「あ、ハーブティー。冷たいので。二つね!」
咲は席に通されるとすぐにメニューを見ることなく店員に告げた。
「おい。僕の注文を勝手に決めないで…。」
「どーせ、チミ。コーヒー飲めないでしょ!あたしも飲めないから…」
咲が横目で光を見た。
御名答だった。確かにコーヒーは苦手だ。メニューを見たとしてもコーヒーは注文しなかっただろう。
「君と一緒にするな!だいいちコーヒー以外にも…。」
「チミね。ここはコーヒーとハーブティー以外にまともな飲み物ないからね!いいよ。今からでもコーヒーに変える?それともホットのハーブティーに変える?」
咲はにやっと笑った。その両者とも選ばないということがわかっているうえでの笑いだとわかった。

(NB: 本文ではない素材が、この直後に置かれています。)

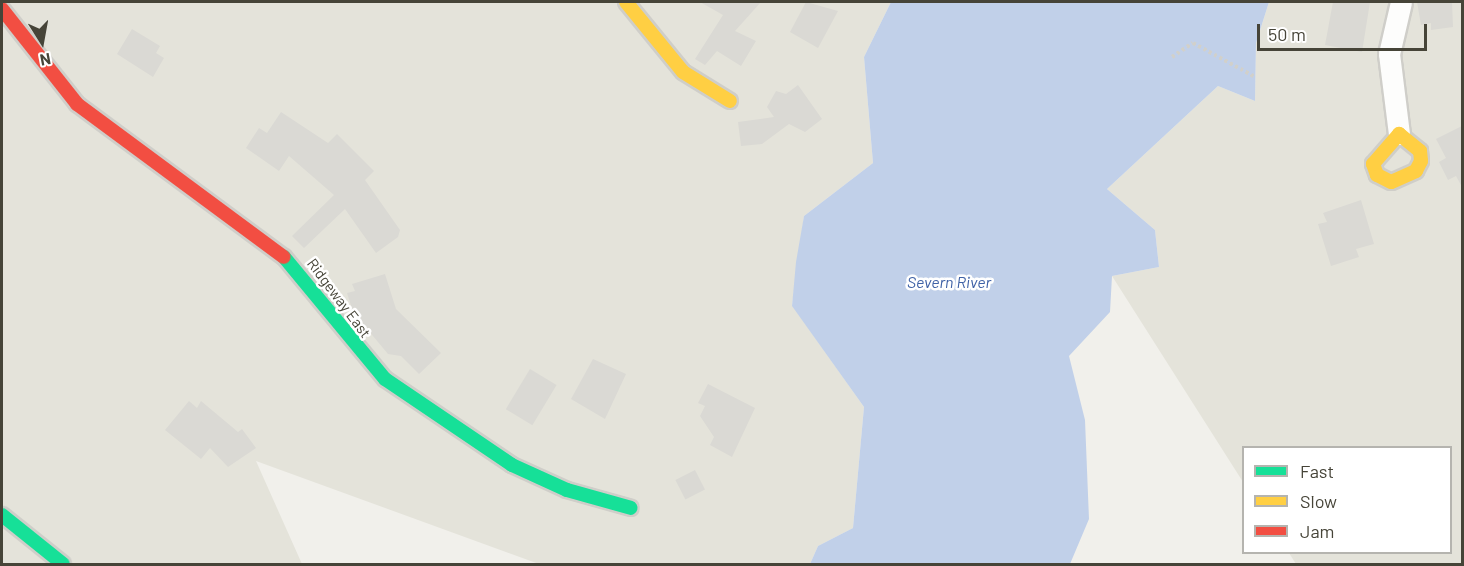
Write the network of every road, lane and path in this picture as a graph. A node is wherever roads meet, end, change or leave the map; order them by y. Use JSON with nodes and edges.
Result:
{"nodes":[{"id":1,"x":626,"y":2,"type":"edge"},
{"id":2,"x":1401,"y":2,"type":"edge"},
{"id":3,"x":2,"y":9,"type":"edge"},
{"id":4,"x":1172,"y":57,"type":"dead end"},
{"id":5,"x":1255,"y":77,"type":"dead end"},
{"id":6,"x":730,"y":101,"type":"dead end"},
{"id":7,"x":1399,"y":134,"type":"dead end"},
{"id":8,"x":631,"y":508,"type":"dead end"},
{"id":9,"x":2,"y":515,"type":"edge"},
{"id":10,"x":63,"y":564,"type":"edge"}],
"edges":[{"from":1,"to":6,"type":"street"},
{"from":2,"to":7,"type":"street"},
{"from":3,"to":8,"type":"street","name":"Ridgeway East"},
{"from":4,"to":5,"type":"path"},
{"from":9,"to":10,"type":"street"}]}
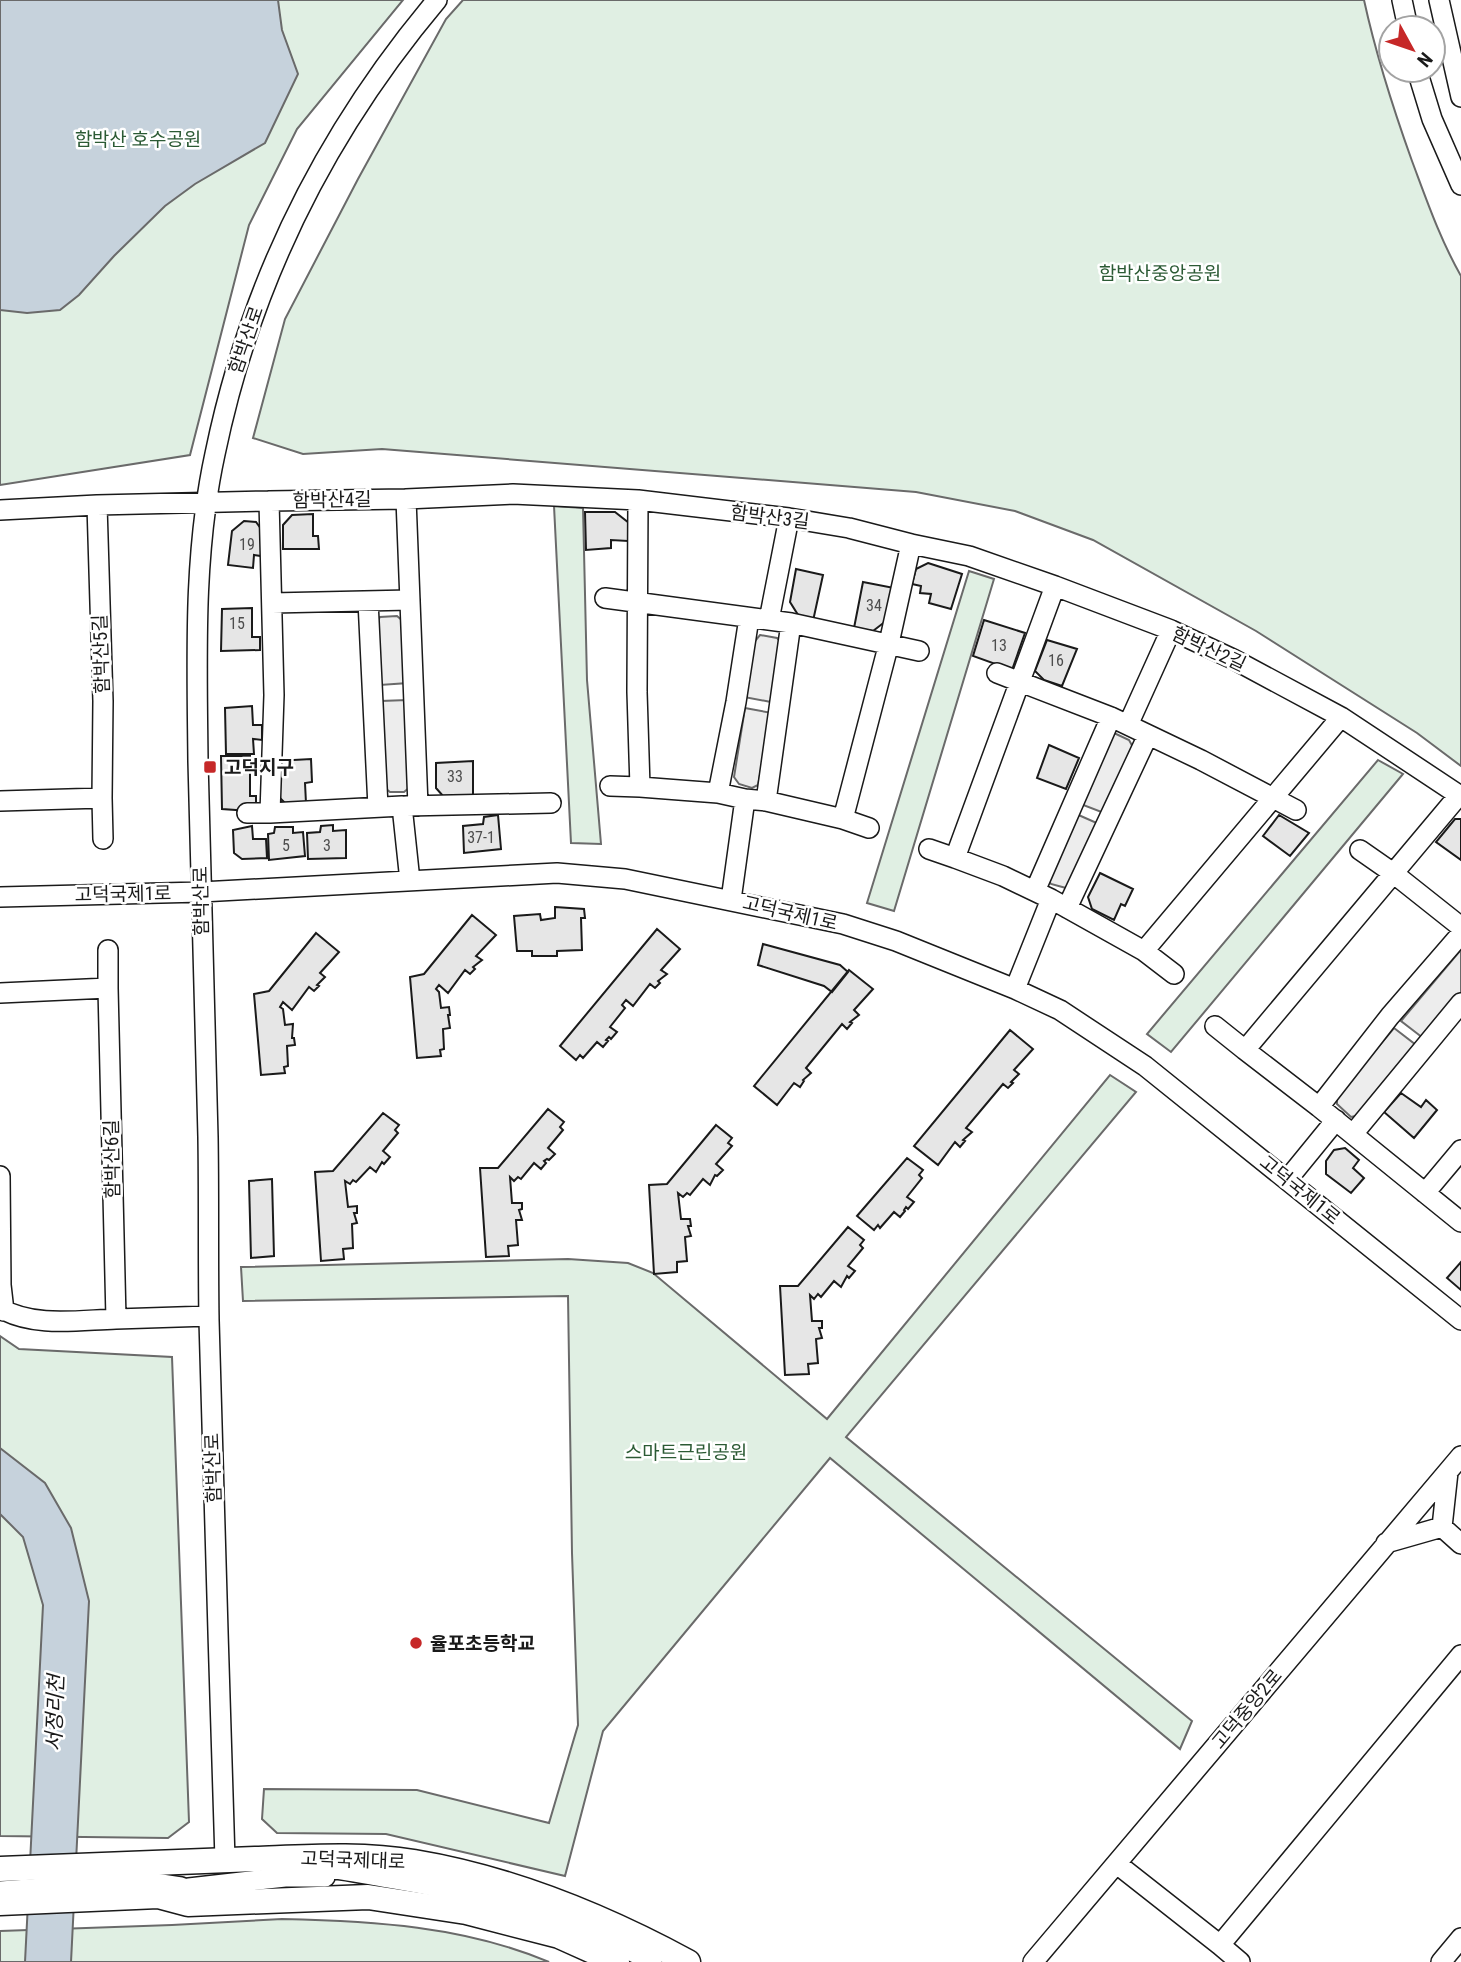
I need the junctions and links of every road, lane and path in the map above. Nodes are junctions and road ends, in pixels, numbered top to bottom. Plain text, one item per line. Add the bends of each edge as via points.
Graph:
1 (436, 0) edge
2 (1439, 0) edge
3 (1421, 84) edge
4 (1461, 97) edge
5 (1461, 185) edge
6 (406, 499) junction
7 (638, 500) junction
8 (269, 501) junction
9 (207, 503) junction
10 (97, 505) junction
11 (0, 510) edge
12 (789, 518) junction
13 (911, 544) junction
14 (1055, 586) junction
15 (605, 598) dead end
16 (410, 600) junction
17 (368, 601) junction
18 (272, 603) junction
19 (637, 603) junction
20 (759, 619) junction
21 (791, 623) junction
22 (1171, 630) junction
23 (889, 643) junction
24 (919, 651) dead end
25 (997, 673) dead end
26 (1021, 682) junction
27 (1341, 717) junction
28 (1120, 721) junction
29 (1148, 735) junction
30 (610, 786) dead end
31 (640, 787) junction
32 (718, 793) junction
33 (1460, 795) edge
34 (102, 798) junction
35 (1273, 798) junction
36 (745, 799) junction
37 (0, 801) edge
38 (766, 801) junction
39 (551, 803) dead end
40 (410, 806) junction
41 (378, 807) junction
42 (1296, 810) dead end
43 (247, 813) dead end
44 (270, 813) junction
45 (843, 819) junction
46 (869, 828) dead end
47 (103, 839) dead end
48 (929, 849) dead end
49 (1360, 850) dead end
50 (955, 858) junction
51 (1393, 873) junction
52 (410, 881) junction
53 (201, 892) junction
54 (0, 897) edge
55 (1051, 899) junction
56 (731, 900) junction
57 (1461, 927) edge
58 (1461, 934) edge
59 (108, 950) dead end
60 (1144, 951) junction
61 (1174, 974) dead end
62 (108, 988) junction
63 (1015, 989) junction
64 (0, 993) edge
65 (1461, 1003) edge
66 (1215, 1026) dead end
67 (1245, 1050) junction
68 (1319, 1107) junction
69 (1336, 1120) junction
70 (1353, 1134) junction
71 (1461, 1150) edge
72 (0, 1176) edge
73 (1287, 1180) junction
74 (1425, 1193) junction
75 (1461, 1222) edge
76 (1, 1224) edge
77 (2, 1309) edge
78 (209, 1316) junction
79 (116, 1319) junction
80 (1461, 1320) edge
81 (1461, 1456) edge
82 (1448, 1472) junction
83 (1442, 1527) junction
84 (1386, 1543) junction
85 (1461, 1544) edge
86 (1461, 1655) edge
87 (225, 1860) junction
88 (1117, 1864) junction
89 (0, 1870) edge
90 (323, 1877) junction
91 (0, 1881) edge
92 (145, 1882) junction
93 (0, 1891) edge
94 (400, 1902) junction
95 (0, 1903) edge
96 (1461, 1938) edge
97 (1220, 1945) junction
98 (617, 1962) edge
99 (634, 1962) edge
100 (652, 1962) edge
101 (688, 1962) edge
102 (1033, 1962) edge
103 (1240, 1962) edge
104 (1441, 1962) edge

1 - 9 street, 함박산로 via 373,81 291,225 238,358
2 - 4 street
3 - 5 street
6 - 7 street, 함박산4길 via 513,494
6 - 8 street, 함박산4길
6 - 16 street
7 - 12 street, 함박산3길
7 - 19 street
8 - 9 street
8 - 18 street, 함박산4길
9 - 10 street
9 - 53 street, 함박산로 via 197,603
10 - 11 street
10 - 34 street, 함박산5길
12 - 13 street, 함박산3길
12 - 20 street
13 - 14 street, 함박산3길 via 970,556
13 - 23 street
14 - 22 street, 함박산2길
14 - 26 street
15 - 19 street
16 - 17 street
16 - 40 street
17 - 18 street
17 - 41 street
18 - 44 street, 함박산4길
19 - 20 street
19 - 31 street
20 - 21 street
20 - 32 street
21 - 23 street
21 - 38 street
22 - 27 street, 함박산2길
22 - 28 street
23 - 24 street
23 - 45 street
25 - 26 street
26 - 28 street
26 - 50 street
27 - 33 street, 함박산2길
27 - 35 street
28 - 29 street
28 - 55 street
29 - 35 street
29 - 55 street
30 - 31 street
31 - 32 street
32 - 36 street
33 - 51 street
34 - 37 street
34 - 47 street, 함박산5길
35 - 42 street
35 - 60 street
36 - 38 street
36 - 56 street
38 - 45 street
39 - 40 street
40 - 41 street
40 - 52 street
41 - 44 street
43 - 44 street
45 - 46 street
48 - 50 street
49 - 51 street
50 - 55 street
51 - 57 street
51 - 67 street
52 - 53 street, 고덕국제1로
52 - 56 street, 고덕국제1로 via 557,873 625,879
53 - 54 street, 고덕국제1로
53 - 78 street, 함박산로
55 - 60 street
55 - 63 street
56 - 63 street, 고덕국제1로 via 896,941
58 - 68 street
59 - 62 street, 함박산6길
60 - 61 street
62 - 64 street
62 - 79 street, 함박산6길
63 - 73 street, 고덕국제1로 via 1060,1010 1145,1066
65 - 70 street
66 - 67 street
67 - 68 street
68 - 69 street
69 - 70 street
69 - 73 street
70 - 74 street
71 - 74 street
72 - 76 street
73 - 80 street, 고덕국제1로
74 - 75 street
76 - 77 street
77 - 79 street via 43,1321
78 - 79 street
78 - 87 street, 함박산로
81 - 82 street, 고덕중앙2로
82 - 83 street
82 - 84 street, 고덕중앙2로
83 - 84 street
83 - 85 street
84 - 88 street, 고덕중앙2로
86 - 97 street
87 - 92 main road, 고덕국제대로
87 - 101 main road, 고덕국제대로 via 344,1856 413,1862 562,1903 641,1936
88 - 97 street
88 - 102 street, 고덕중앙2로
89 - 92 main road, 고덕국제대로
90 - 92 street via 188,1888
90 - 94 street
90 - 99 street via 474,1902 558,1927
91 - 92 street
92 - 93 street
92 - 94 main road, 고덕국제대로 via 188,1904 368,1897
92 - 95 main road, 고덕국제대로
92 - 100 street via 323,1867 474,1895 569,1923
94 - 98 main road, 고덕국제대로 via 466,1912 559,1936
96 - 104 street
97 - 103 street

答えられずにいるとグラスにたっぷりと注がれたハーブティーが運ばれてきた。
「まあ飲めよ。チミ!」
咲はケラケラ笑いながら乱暴にグラスを置いた。
「君ね!泥棒はダメだって…。なんでやったの?」
光はハーブティーをのどに流した。冷たさとハーブの爽快感が心地よく滑って行った。
「万引きの話?特に意味はないわ。お金だってあるし…。」
咲は全く罪悪感を感じていないかのようだった。
光は少し恐ろしく感じた。罪を罪の意識としてとらえられない社会が怖かった。
「あ。別に罪悪感を感じてないわけじゃないよ。」
光の心を読んだのか咲は光の方を見つめた。
「ただ、その…毎日退屈でさ。だれかにおいかれられてみたかったのよ!」
咲が苦いものをかみつぶしたような顔をした。
「なんだ!それっ…。」
「それよりさ。キャラメルコーンクリームソーダ味。スゴイよ。これっ!」
咲は光の前に袋を掲げた。
「スゴイ?なにが?」
「チミ。食べてみる!百聞は一食に如かずって言うでしょ。さぁさぁ。」
咲は一つ摘まむと光の口元に運んだ。
「口を開けて!」
咲はそういうと光の口の中にほおりこんだ。
シュワシュワっと口の中ではじける感じが楽しい。
「スゴイ…。」
光はつぶやいた。
「でしょ!これはスゴイんだよ。チミも気に入ると思ってたさ!」
「気に入ったとは言ってない…。」
光は自分に言い聞かせるように首を横に振った。